No, the most annoying thing about this movie is Willie Scott, the singer as played by Kate Capshaw. Eric, you mention the lack of chemistry between Ford and Capshaw. Since she and Spielberg were starting the romance that would lead to their eventual marriage, maybe Ford felt weird showing passion toward her in front of his friend. Or, more likely perhaps, she's just a really bad actress.

Some character points about Jones have been fairly inconsistent throughout the series. For instance, at the end of this movie, Jones says about returning the Shankara stone to its people that he didn't keep it because, "...they'd just put it in a museum where it would be just another rock collecting dust." He also goes on about fortune and glory several times in this movie. Yet, in the third movie, his mantra is consistently, "That belongs in a museum!". Also, in the beginning of the first movie, Jones scoffs at the idea that the Ark of the Covenant might contain any special powers, saying, "I don't believe in magic, a lot of superstitious hocus pocus." Given the events of this movie (which take place before the events of the first), shouldn't he at least be open to the idea?

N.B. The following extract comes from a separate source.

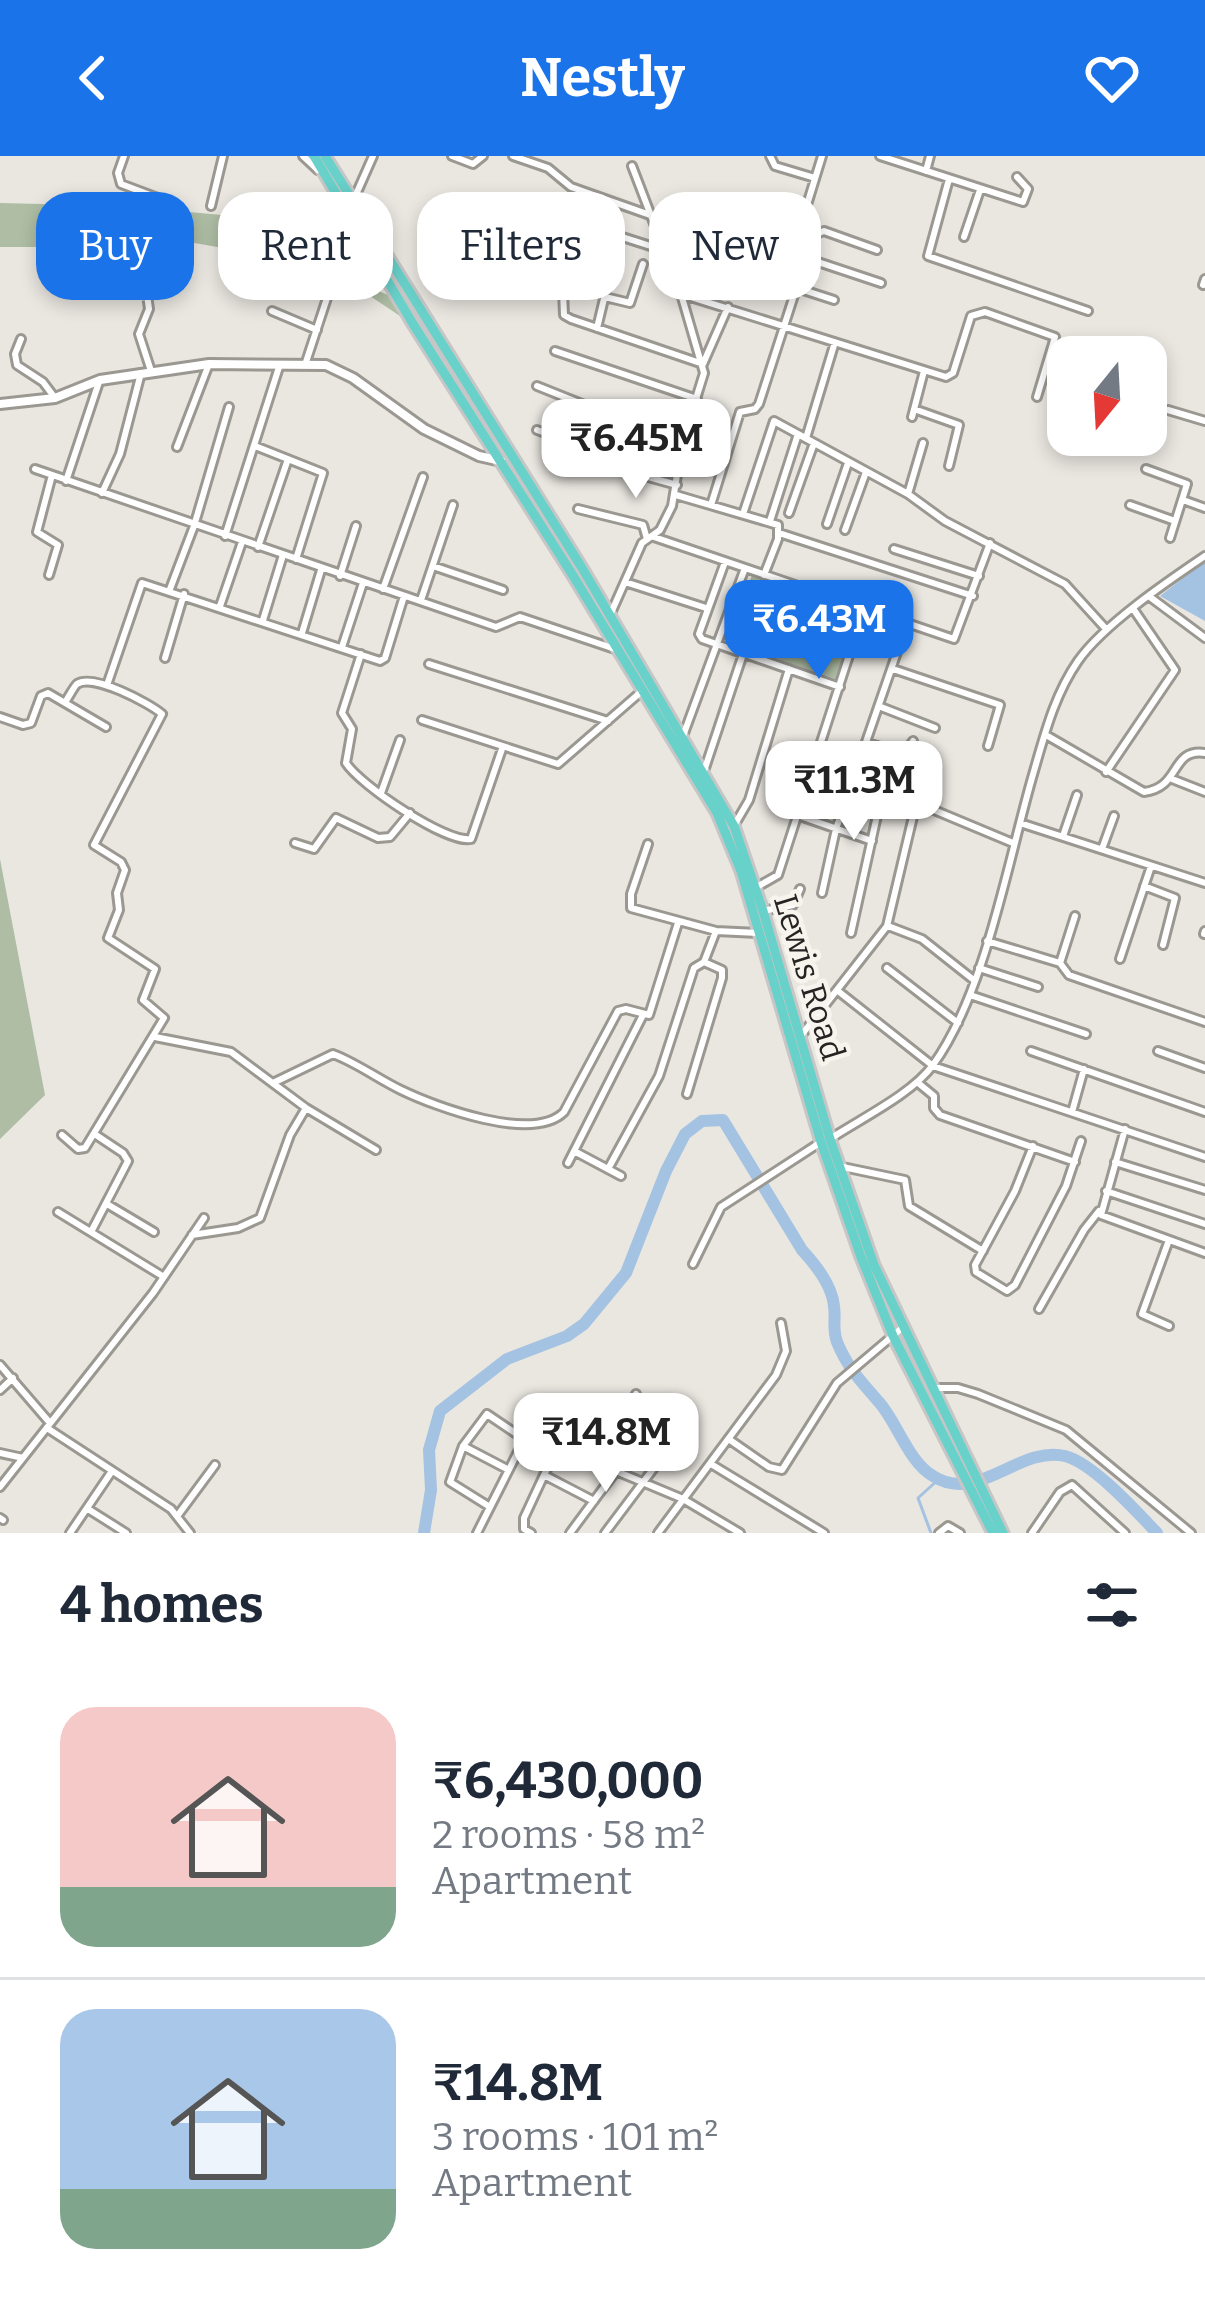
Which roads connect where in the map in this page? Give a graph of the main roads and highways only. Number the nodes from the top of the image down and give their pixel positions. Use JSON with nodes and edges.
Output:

Despite all the problems with this movie, it is still an Indiana Jones movie. And Indiana Jones is still one of the greatest film characters of all time. Even in this installment, I get that chill that starts at my neck and runs all the way back down to my childhood, when I hear the strands of that theme music. It's just too bad that this time around, Lucas and Spielberg chose to dumb down the franchise. They forgot the rule about movie making that says, kids will watch and enjoy movies made for adults, but very seldom does it work the other way around.

Reviewed on: August 2nd, 2011
Harrison Ford as the title character in Indiana Jones and the Temple of Doom.

Harrison Ford as the title character in Indiana Jones and the Temple of Doom.

Sure this installment is more of a kid’s movie than Raiders of the Lost Ark but I think you are both a bit hard on it. It is a fun, fast-paced, colorful action adventure that pays homage to many films of the past. The element of real danger is missing and Kate Capshaw’s Willie Scott is annoying but I enjoyed the character of Short Round and his camaraderie with Jones, “Hey, lady! You call him Dr. Jones!”

It starts with Willie Scott singing Cole Porter’s “Anything Goes” as Indiana makes like Rick in Casablanca at a nightclub called Club Obi Wan. From there the movie borrows in quick succession from Lost Horizon (the hijacked airplane that crashes in the mountains) to Chitty Chitty Bang Bang (a village where all of the children have been stolen away to be slaves in some mines) to Gunga Din (an ancient evil religious cult that performs human sacrifices is revived).

The pace never lets up and though the action gets a bit cartoonish at times it never completely jumps the shark. Ford and Capshaw have no chemistry together. Although Ford tries his best, especially in the scene where he kisses her and tells her he has years of experience in the field studying female sexuality.

Some of the humor works. The disgusting meal that ends with chilled monkey brains is one example. But at other times the movie fails to be funny, especially in any of the scenes where Willie Scott complains about anything, which is nearly all of her scenes.

Short Round, on the other hand, manages to inject real emotion into the proceedings. Most notably in the scene where Indiana Jones is forced to drink some bloody potion that turns him into a mindless slave. Short Round tells him, “Indy, I love you.” Then he burns him with his torch and plaintively begs, “Wake up, Indy! You're my best friend! Wake up, Indy!”

Harrison Ford is once again perfect as Indiana Jones. At 41 he was still boyishly handsome with a lean physique. His cocksure grin, smart-ass remarks and ever present bull whip complete the picture. It is easy to believe that these events preceded the events in Raiders. Indiana Jones and the Temple of Doom may be the worst movie in the franchise but it still offers plenty of entertainment.